Freundschaftliche Freundschaft im Freundeskreis

Abgewechselt wird das Geschehen durch kleine Minispiele wie das Zusammenschließen zu einem buchstäblichen Freundeskreis, der eine Strecke entlang rollend von jedem beliebigen Spieler jederzeit zum Springen gebracht werden kann. Außerdem feiern natürlich wieder einigen der bekannten Kirby-Bosse mit jeweils neuen Ideen ein Comeback und dürfen erstmals auch mit alternativen Lösungswegen durch beispielsweise den Einsatz eines spezifischen Elements zu einem unerwarteten Ende gebracht werden.

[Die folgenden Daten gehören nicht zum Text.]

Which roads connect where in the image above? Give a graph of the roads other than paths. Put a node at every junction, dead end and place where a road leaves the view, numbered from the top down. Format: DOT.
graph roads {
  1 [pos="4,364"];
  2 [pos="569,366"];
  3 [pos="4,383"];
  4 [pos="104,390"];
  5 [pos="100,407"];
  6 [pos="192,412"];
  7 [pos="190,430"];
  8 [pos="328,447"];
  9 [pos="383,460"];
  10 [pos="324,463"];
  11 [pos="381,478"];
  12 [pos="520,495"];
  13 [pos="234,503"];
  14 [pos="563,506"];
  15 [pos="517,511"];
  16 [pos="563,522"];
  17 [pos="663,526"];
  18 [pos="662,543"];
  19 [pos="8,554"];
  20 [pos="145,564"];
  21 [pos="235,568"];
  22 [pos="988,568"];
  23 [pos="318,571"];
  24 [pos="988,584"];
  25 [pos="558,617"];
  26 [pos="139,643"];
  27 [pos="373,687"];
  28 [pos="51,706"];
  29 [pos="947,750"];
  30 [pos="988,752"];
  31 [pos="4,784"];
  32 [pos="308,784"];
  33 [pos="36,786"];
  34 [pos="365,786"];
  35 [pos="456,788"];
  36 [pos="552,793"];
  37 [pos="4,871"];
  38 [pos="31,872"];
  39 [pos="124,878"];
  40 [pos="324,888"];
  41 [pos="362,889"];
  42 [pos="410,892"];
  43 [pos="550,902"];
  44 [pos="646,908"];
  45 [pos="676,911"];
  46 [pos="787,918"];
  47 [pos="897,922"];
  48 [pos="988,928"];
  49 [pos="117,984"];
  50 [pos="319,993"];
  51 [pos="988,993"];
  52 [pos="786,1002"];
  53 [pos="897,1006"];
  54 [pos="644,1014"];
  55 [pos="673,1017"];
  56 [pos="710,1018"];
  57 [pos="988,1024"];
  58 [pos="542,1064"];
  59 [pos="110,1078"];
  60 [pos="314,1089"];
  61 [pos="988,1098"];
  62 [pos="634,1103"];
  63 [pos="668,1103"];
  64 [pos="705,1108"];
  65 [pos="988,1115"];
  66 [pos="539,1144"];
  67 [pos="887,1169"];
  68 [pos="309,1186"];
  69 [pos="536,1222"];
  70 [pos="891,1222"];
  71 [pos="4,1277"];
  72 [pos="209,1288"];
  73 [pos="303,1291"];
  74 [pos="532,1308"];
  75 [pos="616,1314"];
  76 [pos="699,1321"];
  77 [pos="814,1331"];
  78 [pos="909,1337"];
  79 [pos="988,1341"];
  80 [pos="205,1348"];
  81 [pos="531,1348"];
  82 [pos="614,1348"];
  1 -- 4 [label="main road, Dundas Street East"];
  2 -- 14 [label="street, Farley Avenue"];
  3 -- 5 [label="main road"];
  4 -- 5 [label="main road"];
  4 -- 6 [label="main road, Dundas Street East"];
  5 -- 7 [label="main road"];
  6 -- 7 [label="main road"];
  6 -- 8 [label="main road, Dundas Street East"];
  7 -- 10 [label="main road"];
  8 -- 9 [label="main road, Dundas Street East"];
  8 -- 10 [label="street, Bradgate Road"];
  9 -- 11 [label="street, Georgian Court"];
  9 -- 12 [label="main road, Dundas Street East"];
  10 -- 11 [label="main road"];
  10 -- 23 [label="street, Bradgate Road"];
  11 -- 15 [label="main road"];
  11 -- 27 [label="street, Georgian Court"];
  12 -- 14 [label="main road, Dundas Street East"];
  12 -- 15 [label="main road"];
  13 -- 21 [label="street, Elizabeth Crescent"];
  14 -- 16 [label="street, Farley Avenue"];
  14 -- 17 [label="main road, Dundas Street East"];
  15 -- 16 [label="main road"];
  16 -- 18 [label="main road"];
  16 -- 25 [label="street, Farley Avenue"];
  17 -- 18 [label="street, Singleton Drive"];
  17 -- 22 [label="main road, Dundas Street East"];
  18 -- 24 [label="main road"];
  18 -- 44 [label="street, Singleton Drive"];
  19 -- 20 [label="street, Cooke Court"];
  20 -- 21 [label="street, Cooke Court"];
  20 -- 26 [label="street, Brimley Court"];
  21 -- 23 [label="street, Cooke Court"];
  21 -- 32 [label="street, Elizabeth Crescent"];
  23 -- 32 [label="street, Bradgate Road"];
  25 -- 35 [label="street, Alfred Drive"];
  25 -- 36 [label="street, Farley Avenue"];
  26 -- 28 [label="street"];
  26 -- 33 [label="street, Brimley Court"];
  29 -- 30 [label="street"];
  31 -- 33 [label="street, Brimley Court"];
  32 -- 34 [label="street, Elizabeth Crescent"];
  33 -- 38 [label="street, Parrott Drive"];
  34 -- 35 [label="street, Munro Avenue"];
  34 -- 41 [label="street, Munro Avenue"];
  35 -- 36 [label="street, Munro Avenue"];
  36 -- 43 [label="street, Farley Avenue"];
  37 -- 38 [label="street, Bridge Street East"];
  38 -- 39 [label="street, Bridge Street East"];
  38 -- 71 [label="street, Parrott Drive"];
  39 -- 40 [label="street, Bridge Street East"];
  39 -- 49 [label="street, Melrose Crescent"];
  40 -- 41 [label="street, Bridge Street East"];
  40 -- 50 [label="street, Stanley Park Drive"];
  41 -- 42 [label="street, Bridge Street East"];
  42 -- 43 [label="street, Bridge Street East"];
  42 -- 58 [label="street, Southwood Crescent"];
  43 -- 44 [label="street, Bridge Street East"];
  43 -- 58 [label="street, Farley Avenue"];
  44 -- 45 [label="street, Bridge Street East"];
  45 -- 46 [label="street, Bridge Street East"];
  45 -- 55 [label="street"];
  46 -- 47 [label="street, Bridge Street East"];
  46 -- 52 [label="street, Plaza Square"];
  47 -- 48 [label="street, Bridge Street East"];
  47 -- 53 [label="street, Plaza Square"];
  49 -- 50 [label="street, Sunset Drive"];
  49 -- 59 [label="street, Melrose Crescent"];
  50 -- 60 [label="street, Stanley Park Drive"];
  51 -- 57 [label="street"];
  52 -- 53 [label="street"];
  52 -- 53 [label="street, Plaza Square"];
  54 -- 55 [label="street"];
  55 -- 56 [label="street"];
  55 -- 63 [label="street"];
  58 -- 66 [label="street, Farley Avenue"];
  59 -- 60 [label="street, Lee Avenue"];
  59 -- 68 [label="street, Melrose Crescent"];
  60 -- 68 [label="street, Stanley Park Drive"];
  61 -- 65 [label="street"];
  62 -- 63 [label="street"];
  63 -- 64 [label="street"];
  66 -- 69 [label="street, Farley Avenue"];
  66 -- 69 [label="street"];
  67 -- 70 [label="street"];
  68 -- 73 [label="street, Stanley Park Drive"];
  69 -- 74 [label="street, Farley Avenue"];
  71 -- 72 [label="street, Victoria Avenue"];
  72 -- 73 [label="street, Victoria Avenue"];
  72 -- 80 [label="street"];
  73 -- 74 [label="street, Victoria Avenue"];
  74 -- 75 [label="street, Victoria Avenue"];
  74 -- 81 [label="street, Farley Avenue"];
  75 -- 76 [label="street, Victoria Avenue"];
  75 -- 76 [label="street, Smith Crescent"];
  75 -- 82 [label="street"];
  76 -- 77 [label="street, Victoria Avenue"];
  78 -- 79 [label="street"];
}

Etwas Zuckerwatte zum Mitnehmen bitte

Grafisch präsentiert sich Kirby diesmal mit scharfen HD-Texturen und weiß trotz putziger Comic-Optik auch mit netten Effekten für Flammen, Eis und Flüssigkeiten aufzuwarten. Besonders hübsch sieht das Geschehen aber im Handheld-Modus aus, in dem die kleine Kirby-Welt dank gemeinsamem Screen auch nicht massiv an Übersichtlichkeit verliert und so jederzeit zu einer kleinen Multiplayer-Partie im Park, auf dem Schulhof oder im Zug per geteilten Joy-Con einladen dürfte.

Ersteindruck

Kirby Star Allies ist wirklich fast noch niedlicher als Kirby-Spiele es ohnehin schon immer waren. Die neue Fähigkeit, jederzeit per Herzwurf neue Freunde und Verbündete schaffen zu können, hat gerade im Multiplayer-Modus jede Menge Reiz und wenn Nintendo noch wie versprochen den einen oder anderen spaßigen Modus (etwa einen Battle-Modus) hinzupackt, wird Kirby auch mit seinem ersten Switch-Auftritt wieder zu gefallen wissen.

Kirby Star Allies erscheint am 16. März 2018 exklusiv für Nintendo Switch.